Us members of the free software (as per Stallman) world need to make the point loud and clear that choice means just that... choice. Don't like it, don't use it.

Why do I still keep Windows 2k around? Games... I don't use Windows for anything productive.

When it comes to installing stuff onto your machine... the difference between Windows and Linux is that if things don't work out of the box on Windows, they probably never will and there is not much you can do about it. On Linux, you can write a kernel module of your own if you need to... :D
 
Originally posted by Comraddict
Mandrake and Red-hat are jokes, I wouldn't count you as linux users, rather you are Microsoft haters.


You can't get away with a one-liner like that. Explain why Mandrake and Red Hat are jokes :eek:


Why is so "in" to be linux user? What it has that Windows doesn't? What it does as good or better than Windows?


Linux users support *free* (as in free speech) software which is open-sourced so that everyone who is interested can contribute to the advancement of the program. You are not locked into Bill Gates' gross and perpetual money-sucking OS with proprietary codes over which you have no control.

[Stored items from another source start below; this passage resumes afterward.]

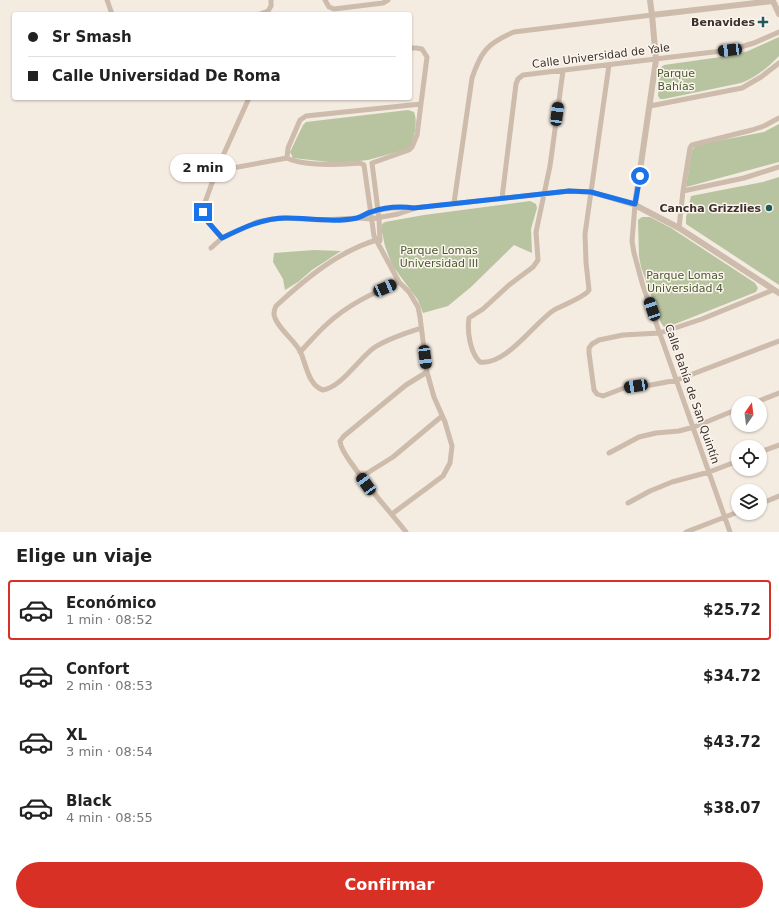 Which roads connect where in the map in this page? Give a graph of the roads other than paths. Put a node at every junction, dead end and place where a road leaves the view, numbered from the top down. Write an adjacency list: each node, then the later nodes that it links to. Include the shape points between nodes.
1 (108, 0): 7 (street)
2 (271, 0): 8 (street, via 270,8)
3 (325, 0): 4 (street, via 328,7 334,9 383,3)
4 (388, 0)
5 (650, 0): 10 (street, Calle Bahía de San Quintín)
6 (775, 0): 9 (street); 10 (street)
7 (111, 12)
8 (266, 12)
9 (779, 14)
10 (652, 15): 13 (street, Calle Bahía de San Quintín); 28 (street, via 514,32 500,38 484,51 472,78)
11 (779, 32): 13 (street, Calle Universidad de Yale, via 730,50)
12 (412, 48): 18 (street, via 422,49 427,57)
13 (656, 60): 15 (street, Calle Universidad de Yale); 19 (street, Calle Bahía de San Quintín)
14 (779, 63): 19 (street, via 761,78 742,88)
15 (609, 65): 16 (street, Calle Universidad de Yale); 25 (street)
16 (562, 71): 26 (street); 27 (street, Calle Universidad de Yale, via 523,75 518,79)
17 (247, 100): 23 (street)
18 (421, 104): 21 (street, via 304,117 300,120 288,148); 31 (street, via 417,135 412,147 400,154 373,162)
19 (650, 106): 29 (street, Calle Bahía de San Quintín)
20 (779, 118): 24 (street, via 752,130 693,144 690,148)
21 (287, 158): 23 (street); 32 (street, via 324,164 364,165)
22 (779, 167): 24 (street, via 744,178)
23 (217, 169): 37 (street, via 203,208 204,216)
24 (683, 191): 36 (street)
25 (591, 192): 26 (street); 26 (street, via 585,234 588,292 552,312 518,344 493,361 480,362 474,355 469,318 536,264 536,232); 29 (street)
26 (545, 194): 27 (street)
27 (502, 198): 28 (street)
28 (454, 203): 30 (street)
29 (635, 204): 36 (street); 43 (street, Calle Bahía de San Quintín, via 634,253)
30 (414, 208): 31 (street); 34 (street)
31 (378, 210): 32 (street); 34 (street)
32 (370, 212): 33 (street); 35 (street)
33 (358, 218): 35 (street); 37 (street, via 272,219 257,222)
34 (379, 218): 35 (street); 38 (street)
35 (371, 219): 38 (street)
36 (680, 228): 41 (street)
37 (222, 238): 39 (street)
38 (378, 241): 40 (street); 45 (street, via 360,246 324,267 276,306 274,315 277,321)
39 (211, 248)
40 (399, 282): 42 (street, via 418,307); 45 (street, via 340,313)
41 (776, 291): 43 (street)
42 (421, 328): 45 (street, via 376,347 327,389 319,389 314,385); 46 (street)
43 (660, 333): 47 (street, Calle Bahía de San Quintín); 47 (street, via 623,335 592,344 589,354 594,390 600,395 606,395 624,388)
44 (779, 341): 47 (street)
45 (300, 352)
46 (427, 372): 51 (street); 58 (street, via 402,388 341,440 341,446)
47 (677, 380): 52 (street, Calle Bahía de San Quintín)
48 (779, 393): 49 (street)
49 (767, 398)
50 (731, 412): 52 (street)
51 (442, 416): 58 (street, via 402,450); 62 (street, via 452,446 452,456 447,470 436,482)
52 (694, 427): 55 (street, via 646,434); 57 (street, Calle Bahía de San Quintín)
53 (779, 445): 54 (street)
54 (767, 449)
55 (609, 453)
56 (731, 464): 57 (street)
57 (709, 472): 61 (street, via 672,482); 64 (street, Calle Bahía de San Quintín)
58 (361, 477): 62 (street)
59 (779, 496): 60 (street)
60 (767, 501)
61 (628, 503)
62 (392, 514): 65 (street)
63 (731, 514): 64 (street)
64 (724, 517): 66 (street); 67 (street, Calle Bahía de San Quintín)
65 (406, 532)
66 (686, 532)
67 (730, 532)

The Gimp is equivalent to Photoshop and as opensourceware still rapidly improving. OpenOffice.org 1.1 is overtaking M$ Office and again the rate of development has been phenomenal.

For developers most of the popular and important programming languages are included in the distros eg C, C++, perl, python to name a few. With M$ Windows they are a further extra and major cost!

For the geek, the shell is a lightning powerhouse.


And why all of you have Windows too?


Newer systems have to battle the "inertia" problem. As Jared Diamond has expounded in his now classic "Guns, Germs and Steel", it is not the best or most efficient system that gets adopted but the one that has the largest marketshare.

So Windows is used by Linux people because they basically have a transition problem. It takes time for newcomers to get used to the new OS and time and effort to counter the de facto position of the well-marketed product.

Traditionally Windows has spawned the gaming arena. So many computer gamers are Windows users. But it is apparent now that more and more developers are prepared to port their games to Linux and the trend will continue.